═══ SOURCE RECORDS ═══

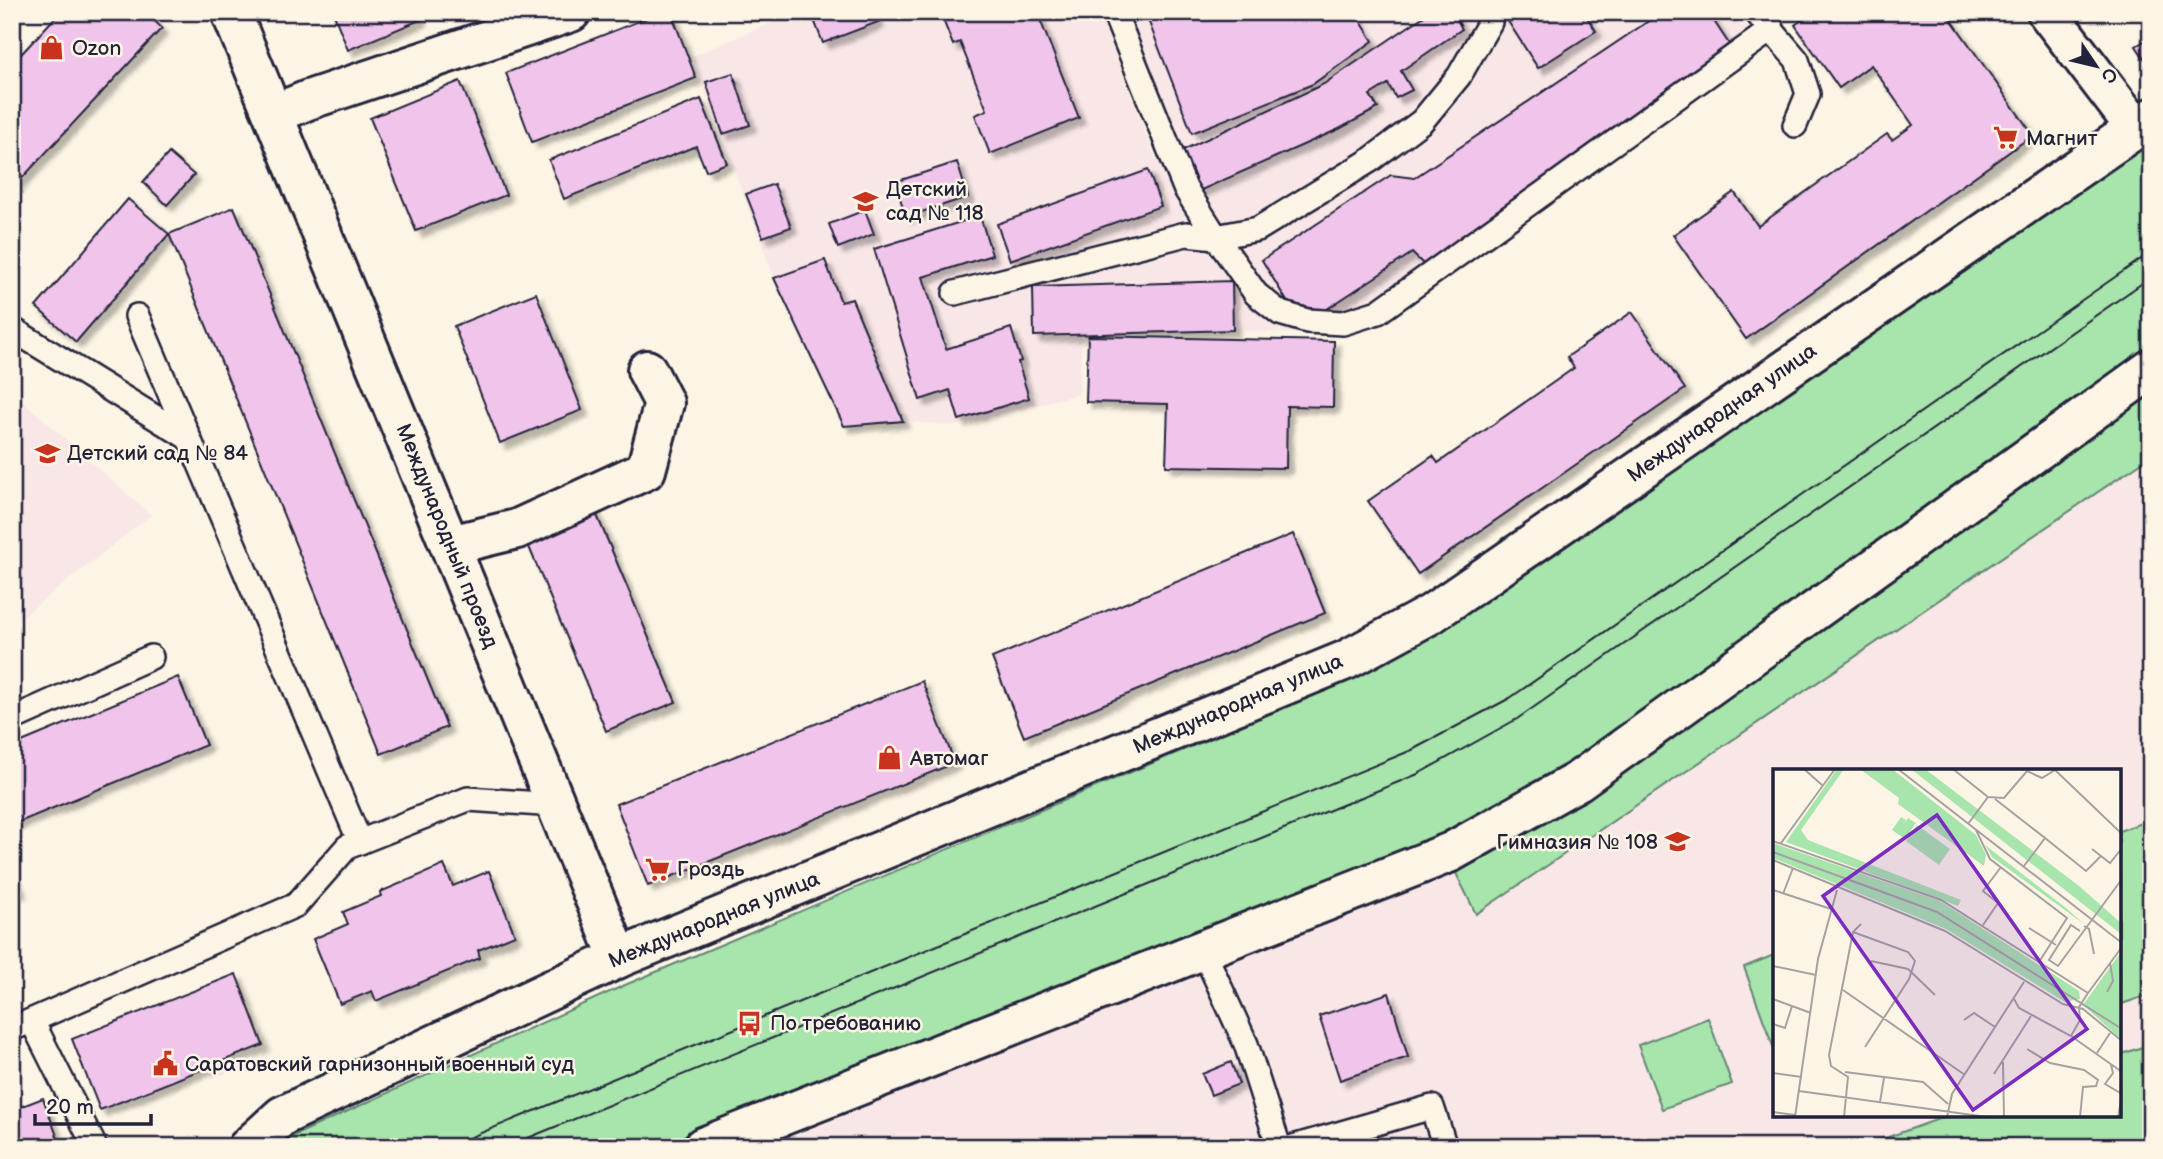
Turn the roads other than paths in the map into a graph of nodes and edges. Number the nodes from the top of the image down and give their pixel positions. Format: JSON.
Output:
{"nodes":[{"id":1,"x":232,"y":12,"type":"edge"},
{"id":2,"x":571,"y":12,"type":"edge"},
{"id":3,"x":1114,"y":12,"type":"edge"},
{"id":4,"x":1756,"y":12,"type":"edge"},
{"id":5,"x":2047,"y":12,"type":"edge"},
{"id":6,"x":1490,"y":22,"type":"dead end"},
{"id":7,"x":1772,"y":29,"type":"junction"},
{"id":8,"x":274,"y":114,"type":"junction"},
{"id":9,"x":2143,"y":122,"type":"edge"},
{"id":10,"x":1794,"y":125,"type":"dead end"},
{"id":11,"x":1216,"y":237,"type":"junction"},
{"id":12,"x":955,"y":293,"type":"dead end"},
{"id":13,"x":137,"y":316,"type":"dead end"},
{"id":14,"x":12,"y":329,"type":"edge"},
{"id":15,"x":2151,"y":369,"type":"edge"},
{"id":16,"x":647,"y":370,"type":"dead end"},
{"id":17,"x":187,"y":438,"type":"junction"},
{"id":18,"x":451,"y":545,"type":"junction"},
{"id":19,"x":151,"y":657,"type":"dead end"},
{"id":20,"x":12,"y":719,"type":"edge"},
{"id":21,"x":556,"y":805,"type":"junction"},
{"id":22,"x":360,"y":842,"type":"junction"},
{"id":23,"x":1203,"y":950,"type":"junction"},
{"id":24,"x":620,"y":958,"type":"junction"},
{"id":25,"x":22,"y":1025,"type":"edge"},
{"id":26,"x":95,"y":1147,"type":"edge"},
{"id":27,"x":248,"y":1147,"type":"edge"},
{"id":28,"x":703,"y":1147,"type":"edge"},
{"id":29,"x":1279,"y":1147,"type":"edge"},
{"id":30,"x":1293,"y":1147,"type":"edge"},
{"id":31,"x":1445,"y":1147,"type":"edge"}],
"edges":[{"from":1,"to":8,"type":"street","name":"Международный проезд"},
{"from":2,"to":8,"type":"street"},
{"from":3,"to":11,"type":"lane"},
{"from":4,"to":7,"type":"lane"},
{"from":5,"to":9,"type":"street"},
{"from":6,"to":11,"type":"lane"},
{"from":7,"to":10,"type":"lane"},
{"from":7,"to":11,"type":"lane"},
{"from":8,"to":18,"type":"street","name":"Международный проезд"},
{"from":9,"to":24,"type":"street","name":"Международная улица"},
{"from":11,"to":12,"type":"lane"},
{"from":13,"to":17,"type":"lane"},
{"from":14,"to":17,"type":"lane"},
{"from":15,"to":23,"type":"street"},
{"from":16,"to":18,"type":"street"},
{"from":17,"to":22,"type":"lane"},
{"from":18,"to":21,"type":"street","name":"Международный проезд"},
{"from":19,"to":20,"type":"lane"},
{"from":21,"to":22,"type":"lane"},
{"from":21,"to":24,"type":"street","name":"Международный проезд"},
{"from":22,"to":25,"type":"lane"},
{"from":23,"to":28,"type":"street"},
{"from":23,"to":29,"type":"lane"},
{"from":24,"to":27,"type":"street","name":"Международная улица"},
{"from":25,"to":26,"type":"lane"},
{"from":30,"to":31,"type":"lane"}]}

═══
═══ SOURCE RECORDS ═══

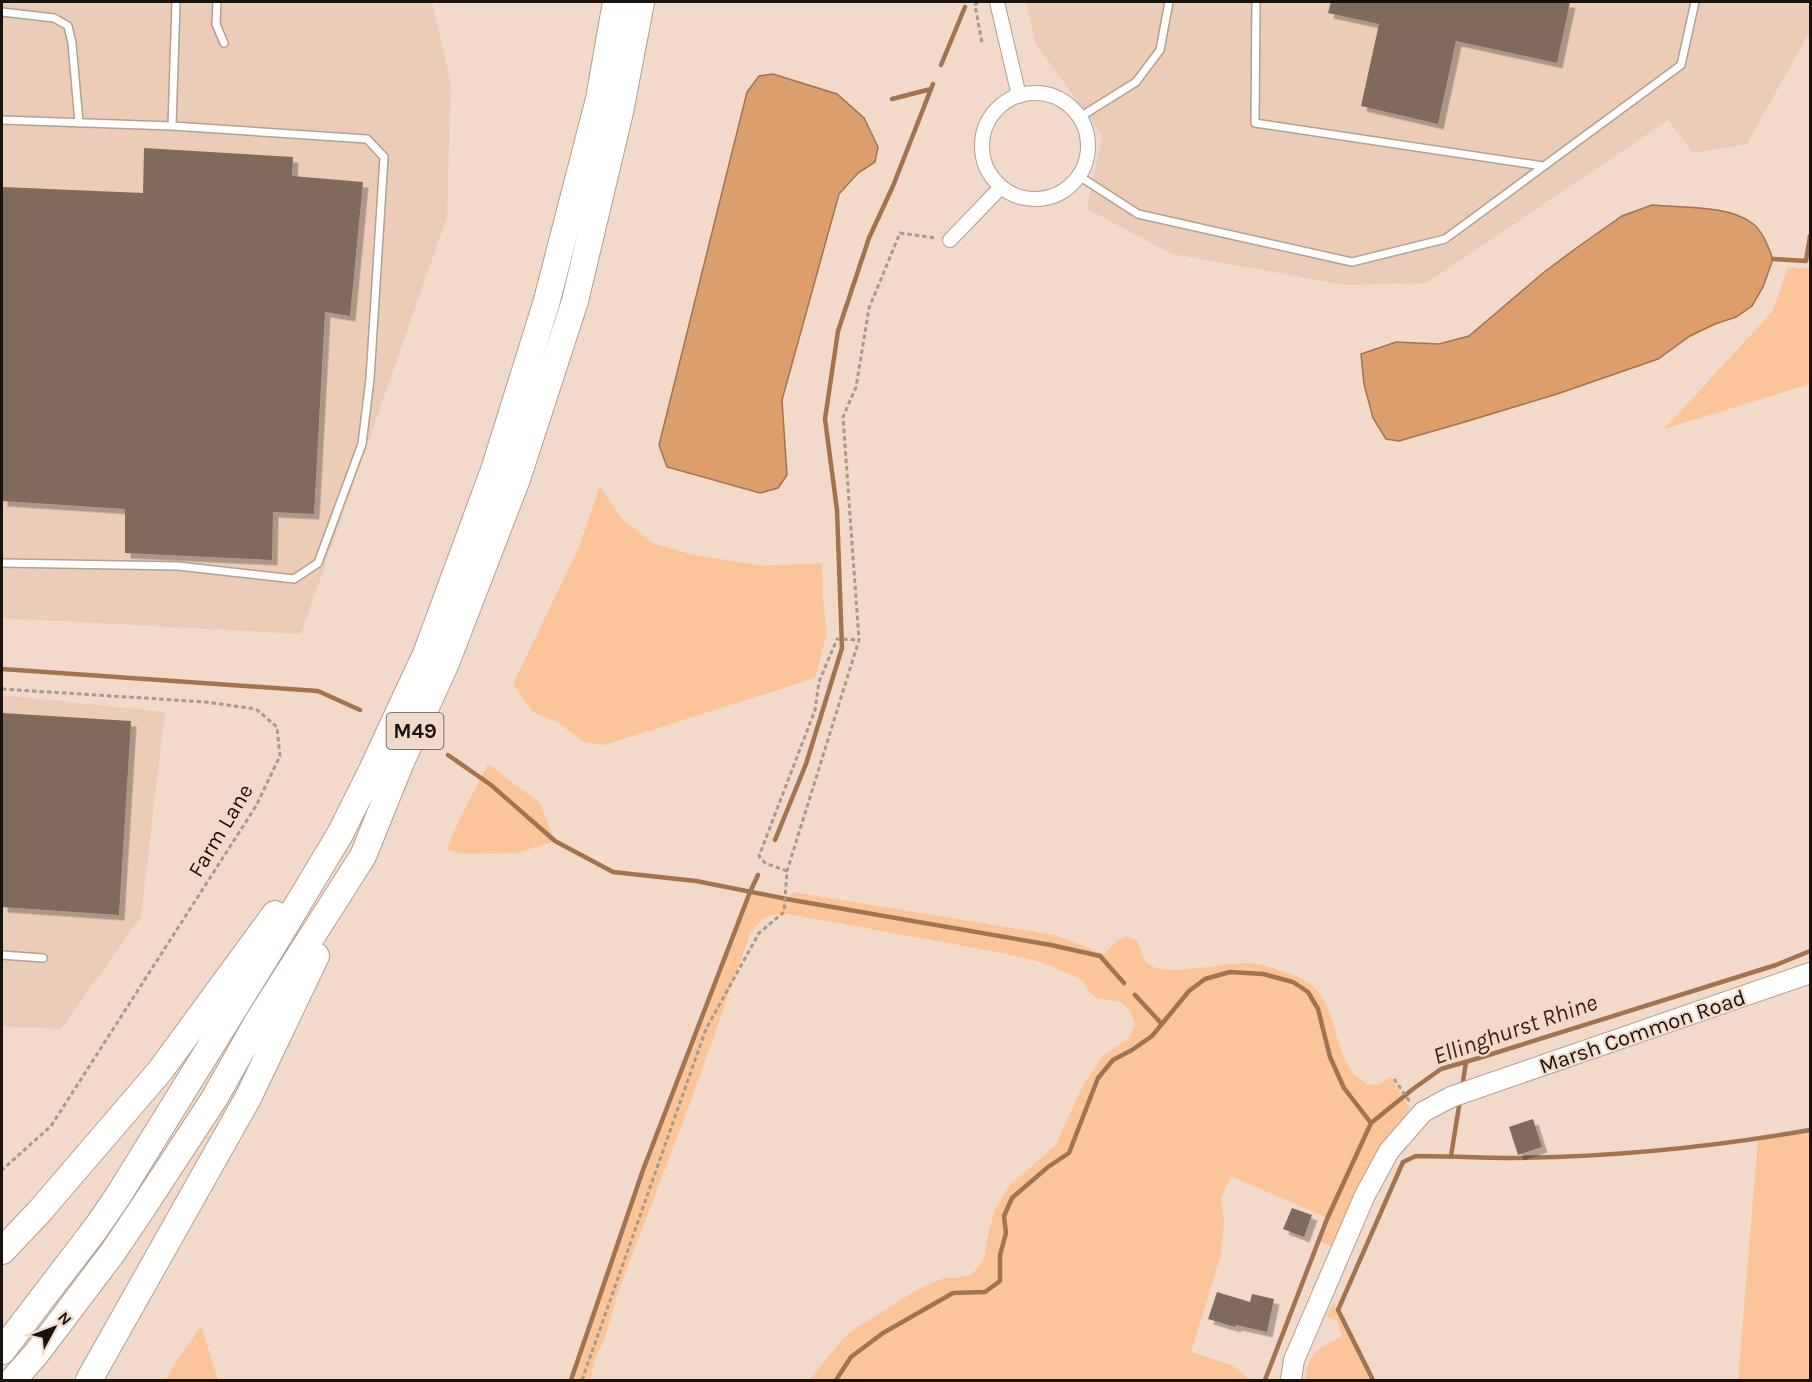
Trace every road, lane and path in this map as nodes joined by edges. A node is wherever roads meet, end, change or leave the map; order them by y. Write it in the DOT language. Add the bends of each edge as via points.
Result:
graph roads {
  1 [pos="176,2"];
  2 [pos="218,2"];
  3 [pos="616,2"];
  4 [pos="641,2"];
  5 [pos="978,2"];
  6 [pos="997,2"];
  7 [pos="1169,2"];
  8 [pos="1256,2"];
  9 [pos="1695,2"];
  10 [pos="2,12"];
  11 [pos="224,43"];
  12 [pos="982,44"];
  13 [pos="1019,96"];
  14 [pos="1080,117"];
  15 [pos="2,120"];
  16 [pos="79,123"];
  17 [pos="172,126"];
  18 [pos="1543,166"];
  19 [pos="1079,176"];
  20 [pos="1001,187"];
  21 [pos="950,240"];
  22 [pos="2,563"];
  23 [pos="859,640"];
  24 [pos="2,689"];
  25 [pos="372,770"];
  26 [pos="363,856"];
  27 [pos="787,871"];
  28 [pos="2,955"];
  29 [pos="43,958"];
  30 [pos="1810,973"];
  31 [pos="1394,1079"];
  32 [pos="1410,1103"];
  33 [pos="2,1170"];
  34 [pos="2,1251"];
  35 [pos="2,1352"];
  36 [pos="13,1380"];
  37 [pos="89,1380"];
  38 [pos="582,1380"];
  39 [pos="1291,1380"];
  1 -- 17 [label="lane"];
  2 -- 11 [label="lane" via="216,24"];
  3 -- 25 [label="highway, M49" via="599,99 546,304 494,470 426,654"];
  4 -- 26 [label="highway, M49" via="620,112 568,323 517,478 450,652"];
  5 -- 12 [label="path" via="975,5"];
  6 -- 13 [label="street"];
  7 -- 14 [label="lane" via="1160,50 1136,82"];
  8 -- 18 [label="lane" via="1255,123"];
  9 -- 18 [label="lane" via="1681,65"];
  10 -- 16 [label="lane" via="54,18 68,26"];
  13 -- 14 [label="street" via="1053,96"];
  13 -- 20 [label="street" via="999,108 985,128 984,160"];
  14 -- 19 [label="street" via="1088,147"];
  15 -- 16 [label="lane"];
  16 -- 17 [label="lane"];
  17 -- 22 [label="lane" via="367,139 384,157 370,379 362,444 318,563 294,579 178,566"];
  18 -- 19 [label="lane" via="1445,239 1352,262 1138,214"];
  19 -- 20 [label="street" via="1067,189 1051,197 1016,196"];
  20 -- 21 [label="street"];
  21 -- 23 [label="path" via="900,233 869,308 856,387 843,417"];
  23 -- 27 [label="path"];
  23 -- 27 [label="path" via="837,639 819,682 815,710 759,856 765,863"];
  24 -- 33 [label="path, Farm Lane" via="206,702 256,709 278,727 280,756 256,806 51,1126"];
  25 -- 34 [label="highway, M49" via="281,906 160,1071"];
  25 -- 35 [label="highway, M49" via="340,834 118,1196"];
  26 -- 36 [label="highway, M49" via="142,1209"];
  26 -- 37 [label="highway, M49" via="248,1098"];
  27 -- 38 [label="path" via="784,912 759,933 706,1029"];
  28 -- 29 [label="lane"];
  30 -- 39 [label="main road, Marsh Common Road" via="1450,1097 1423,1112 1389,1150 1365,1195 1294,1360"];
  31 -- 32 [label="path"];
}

═══

*WHAT YOU WILL DO*:
Return all lines of the data in which the string "проезд" appears.

*EXERCISE ANSWER*:
"edges":[{"from":1,"to":8,"type":"street","name":"Международный проезд"},
{"from":8,"to":18,"type":"street","name":"Международный проезд"},
{"from":18,"to":21,"type":"street","name":"Международный проезд"},
{"from":21,"to":24,"type":"street","name":"Международный проезд"},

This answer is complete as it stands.